ACTION ITEM: Leave out the pictures and transcribe every entry below exactly.

[Collected data entries]
'''

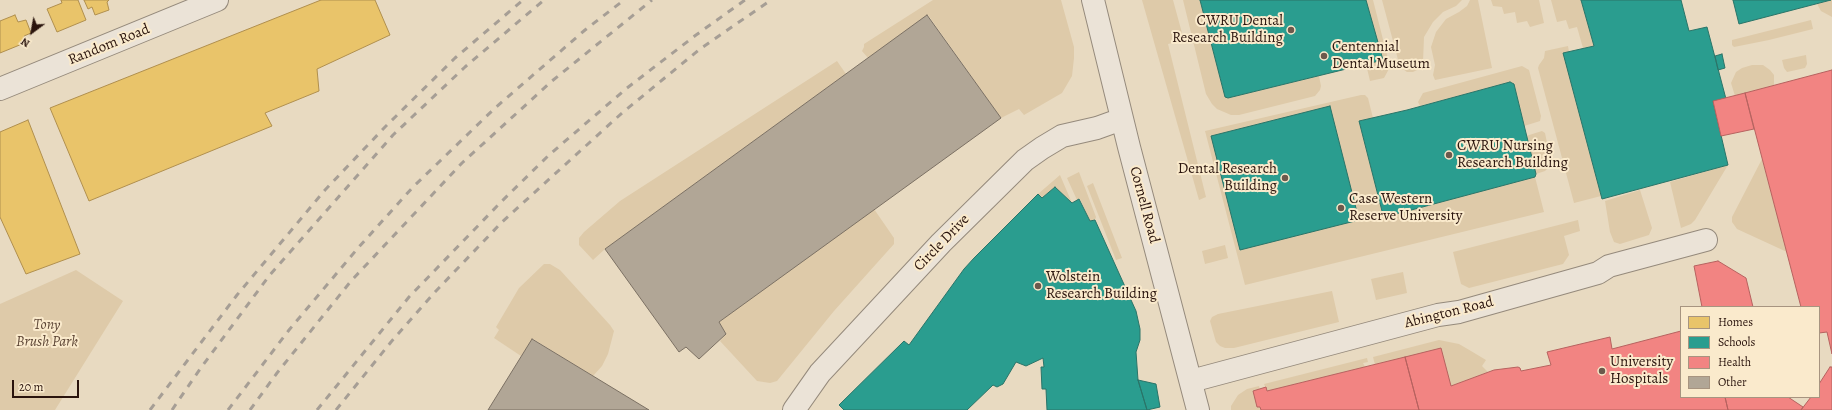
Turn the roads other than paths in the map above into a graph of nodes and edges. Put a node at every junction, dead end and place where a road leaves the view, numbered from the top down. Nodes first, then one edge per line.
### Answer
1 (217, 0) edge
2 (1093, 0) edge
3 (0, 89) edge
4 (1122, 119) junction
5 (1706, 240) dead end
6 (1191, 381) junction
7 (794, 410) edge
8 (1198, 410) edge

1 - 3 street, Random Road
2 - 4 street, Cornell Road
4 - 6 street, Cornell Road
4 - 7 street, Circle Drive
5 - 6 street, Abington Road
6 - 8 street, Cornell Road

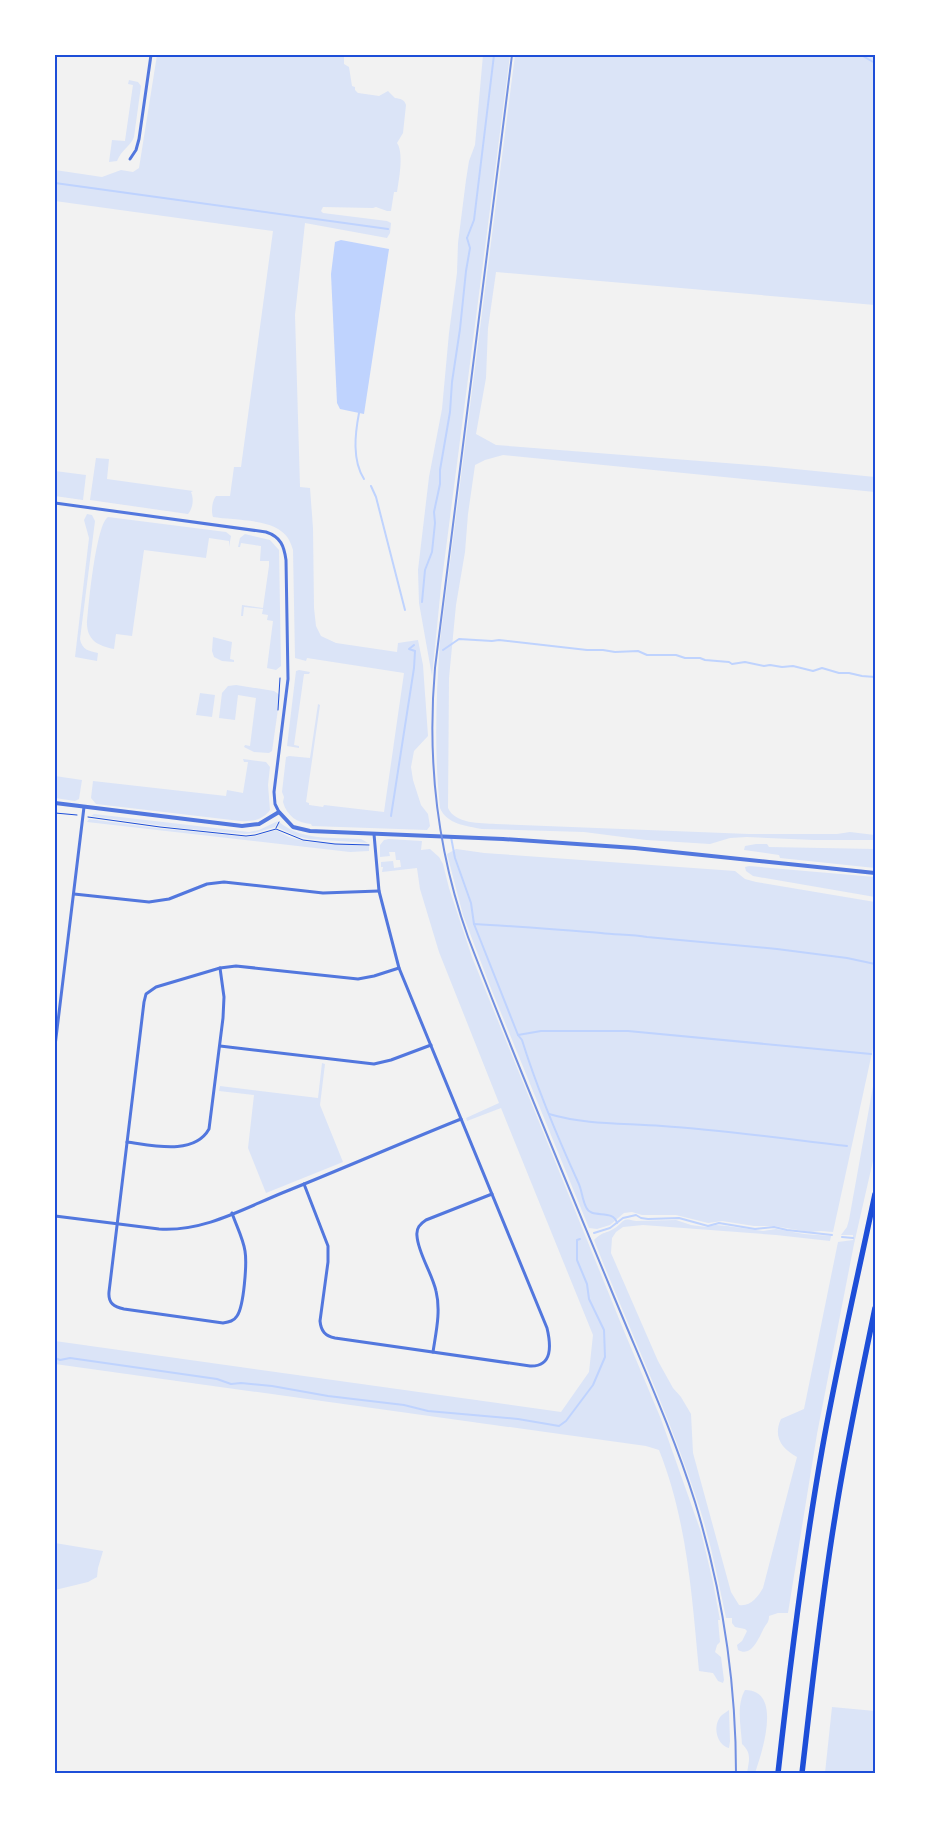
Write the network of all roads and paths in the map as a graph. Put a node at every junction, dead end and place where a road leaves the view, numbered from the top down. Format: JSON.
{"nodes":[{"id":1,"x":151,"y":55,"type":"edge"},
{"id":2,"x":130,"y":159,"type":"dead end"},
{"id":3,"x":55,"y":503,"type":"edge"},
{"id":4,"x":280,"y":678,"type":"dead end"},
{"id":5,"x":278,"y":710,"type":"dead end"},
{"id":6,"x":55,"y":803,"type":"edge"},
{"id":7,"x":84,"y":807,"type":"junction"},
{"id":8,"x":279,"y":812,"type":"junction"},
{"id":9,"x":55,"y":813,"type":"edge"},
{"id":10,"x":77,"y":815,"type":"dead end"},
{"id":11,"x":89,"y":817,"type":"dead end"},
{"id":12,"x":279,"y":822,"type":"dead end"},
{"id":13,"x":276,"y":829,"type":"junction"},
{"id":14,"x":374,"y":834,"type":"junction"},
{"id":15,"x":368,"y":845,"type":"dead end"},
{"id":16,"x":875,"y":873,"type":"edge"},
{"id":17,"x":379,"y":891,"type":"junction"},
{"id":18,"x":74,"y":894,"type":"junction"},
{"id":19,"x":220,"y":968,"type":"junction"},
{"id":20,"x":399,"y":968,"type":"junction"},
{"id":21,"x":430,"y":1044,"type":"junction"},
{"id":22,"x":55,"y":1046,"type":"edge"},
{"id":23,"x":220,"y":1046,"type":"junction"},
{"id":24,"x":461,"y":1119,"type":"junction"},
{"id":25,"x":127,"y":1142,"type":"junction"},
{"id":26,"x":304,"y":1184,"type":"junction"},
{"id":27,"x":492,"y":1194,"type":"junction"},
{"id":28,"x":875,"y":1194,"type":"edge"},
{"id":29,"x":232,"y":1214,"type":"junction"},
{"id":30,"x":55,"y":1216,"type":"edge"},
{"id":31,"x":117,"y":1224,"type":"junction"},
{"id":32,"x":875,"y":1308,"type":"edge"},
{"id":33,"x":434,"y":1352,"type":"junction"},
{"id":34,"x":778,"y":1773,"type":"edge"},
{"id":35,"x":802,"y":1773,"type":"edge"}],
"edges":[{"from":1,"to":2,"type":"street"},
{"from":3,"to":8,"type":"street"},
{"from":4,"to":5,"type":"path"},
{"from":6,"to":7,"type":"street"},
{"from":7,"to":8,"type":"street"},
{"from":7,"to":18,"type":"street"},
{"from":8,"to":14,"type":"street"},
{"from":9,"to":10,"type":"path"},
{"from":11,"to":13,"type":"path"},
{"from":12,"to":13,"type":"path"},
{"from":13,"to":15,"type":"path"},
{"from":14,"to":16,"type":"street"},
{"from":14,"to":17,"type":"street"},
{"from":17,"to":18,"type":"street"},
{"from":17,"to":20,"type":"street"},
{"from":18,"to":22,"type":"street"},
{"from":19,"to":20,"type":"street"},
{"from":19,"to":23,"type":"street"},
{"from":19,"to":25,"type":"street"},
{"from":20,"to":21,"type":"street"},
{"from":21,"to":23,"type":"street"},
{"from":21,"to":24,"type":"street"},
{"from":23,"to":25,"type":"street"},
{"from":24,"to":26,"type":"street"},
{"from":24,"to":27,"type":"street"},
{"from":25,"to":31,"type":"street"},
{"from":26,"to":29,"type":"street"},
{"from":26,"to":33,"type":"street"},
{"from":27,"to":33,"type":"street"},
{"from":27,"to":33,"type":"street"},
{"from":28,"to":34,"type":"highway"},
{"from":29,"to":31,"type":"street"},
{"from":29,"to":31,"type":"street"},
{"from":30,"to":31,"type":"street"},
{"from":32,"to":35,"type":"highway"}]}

'''

TASK OUTPUT:
Turn the roads other than paths in the map above into a graph of nodes and edges. Put a node at every junction, dead end and place where a road leaves the view, numbered from the top down. Nodes first, then one edge per line.
### Answer
1 (217, 0) edge
2 (1093, 0) edge
3 (0, 89) edge
4 (1122, 119) junction
5 (1706, 240) dead end
6 (1191, 381) junction
7 (794, 410) edge
8 (1198, 410) edge

1 - 3 street, Random Road
2 - 4 street, Cornell Road
4 - 6 street, Cornell Road
4 - 7 street, Circle Drive
5 - 6 street, Abington Road
6 - 8 street, Cornell Road

Write the network of all roads and paths in the map as a graph. Put a node at every junction, dead end and place where a road leaves the view, numbered from the top down. Format: JSON.
{"nodes":[{"id":1,"x":151,"y":55,"type":"edge"},
{"id":2,"x":130,"y":159,"type":"dead end"},
{"id":3,"x":55,"y":503,"type":"edge"},
{"id":4,"x":280,"y":678,"type":"dead end"},
{"id":5,"x":278,"y":710,"type":"dead end"},
{"id":6,"x":55,"y":803,"type":"edge"},
{"id":7,"x":84,"y":807,"type":"junction"},
{"id":8,"x":279,"y":812,"type":"junction"},
{"id":9,"x":55,"y":813,"type":"edge"},
{"id":10,"x":77,"y":815,"type":"dead end"},
{"id":11,"x":89,"y":817,"type":"dead end"},
{"id":12,"x":279,"y":822,"type":"dead end"},
{"id":13,"x":276,"y":829,"type":"junction"},
{"id":14,"x":374,"y":834,"type":"junction"},
{"id":15,"x":368,"y":845,"type":"dead end"},
{"id":16,"x":875,"y":873,"type":"edge"},
{"id":17,"x":379,"y":891,"type":"junction"},
{"id":18,"x":74,"y":894,"type":"junction"},
{"id":19,"x":220,"y":968,"type":"junction"},
{"id":20,"x":399,"y":968,"type":"junction"},
{"id":21,"x":430,"y":1044,"type":"junction"},
{"id":22,"x":55,"y":1046,"type":"edge"},
{"id":23,"x":220,"y":1046,"type":"junction"},
{"id":24,"x":461,"y":1119,"type":"junction"},
{"id":25,"x":127,"y":1142,"type":"junction"},
{"id":26,"x":304,"y":1184,"type":"junction"},
{"id":27,"x":492,"y":1194,"type":"junction"},
{"id":28,"x":875,"y":1194,"type":"edge"},
{"id":29,"x":232,"y":1214,"type":"junction"},
{"id":30,"x":55,"y":1216,"type":"edge"},
{"id":31,"x":117,"y":1224,"type":"junction"},
{"id":32,"x":875,"y":1308,"type":"edge"},
{"id":33,"x":434,"y":1352,"type":"junction"},
{"id":34,"x":778,"y":1773,"type":"edge"},
{"id":35,"x":802,"y":1773,"type":"edge"}],
"edges":[{"from":1,"to":2,"type":"street"},
{"from":3,"to":8,"type":"street"},
{"from":4,"to":5,"type":"path"},
{"from":6,"to":7,"type":"street"},
{"from":7,"to":8,"type":"street"},
{"from":7,"to":18,"type":"street"},
{"from":8,"to":14,"type":"street"},
{"from":9,"to":10,"type":"path"},
{"from":11,"to":13,"type":"path"},
{"from":12,"to":13,"type":"path"},
{"from":13,"to":15,"type":"path"},
{"from":14,"to":16,"type":"street"},
{"from":14,"to":17,"type":"street"},
{"from":17,"to":18,"type":"street"},
{"from":17,"to":20,"type":"street"},
{"from":18,"to":22,"type":"street"},
{"from":19,"to":20,"type":"street"},
{"from":19,"to":23,"type":"street"},
{"from":19,"to":25,"type":"street"},
{"from":20,"to":21,"type":"street"},
{"from":21,"to":23,"type":"street"},
{"from":21,"to":24,"type":"street"},
{"from":23,"to":25,"type":"street"},
{"from":24,"to":26,"type":"street"},
{"from":24,"to":27,"type":"street"},
{"from":25,"to":31,"type":"street"},
{"from":26,"to":29,"type":"street"},
{"from":26,"to":33,"type":"street"},
{"from":27,"to":33,"type":"street"},
{"from":27,"to":33,"type":"street"},
{"from":28,"to":34,"type":"highway"},
{"from":29,"to":31,"type":"street"},
{"from":29,"to":31,"type":"street"},
{"from":30,"to":31,"type":"street"},
{"from":32,"to":35,"type":"highway"}]}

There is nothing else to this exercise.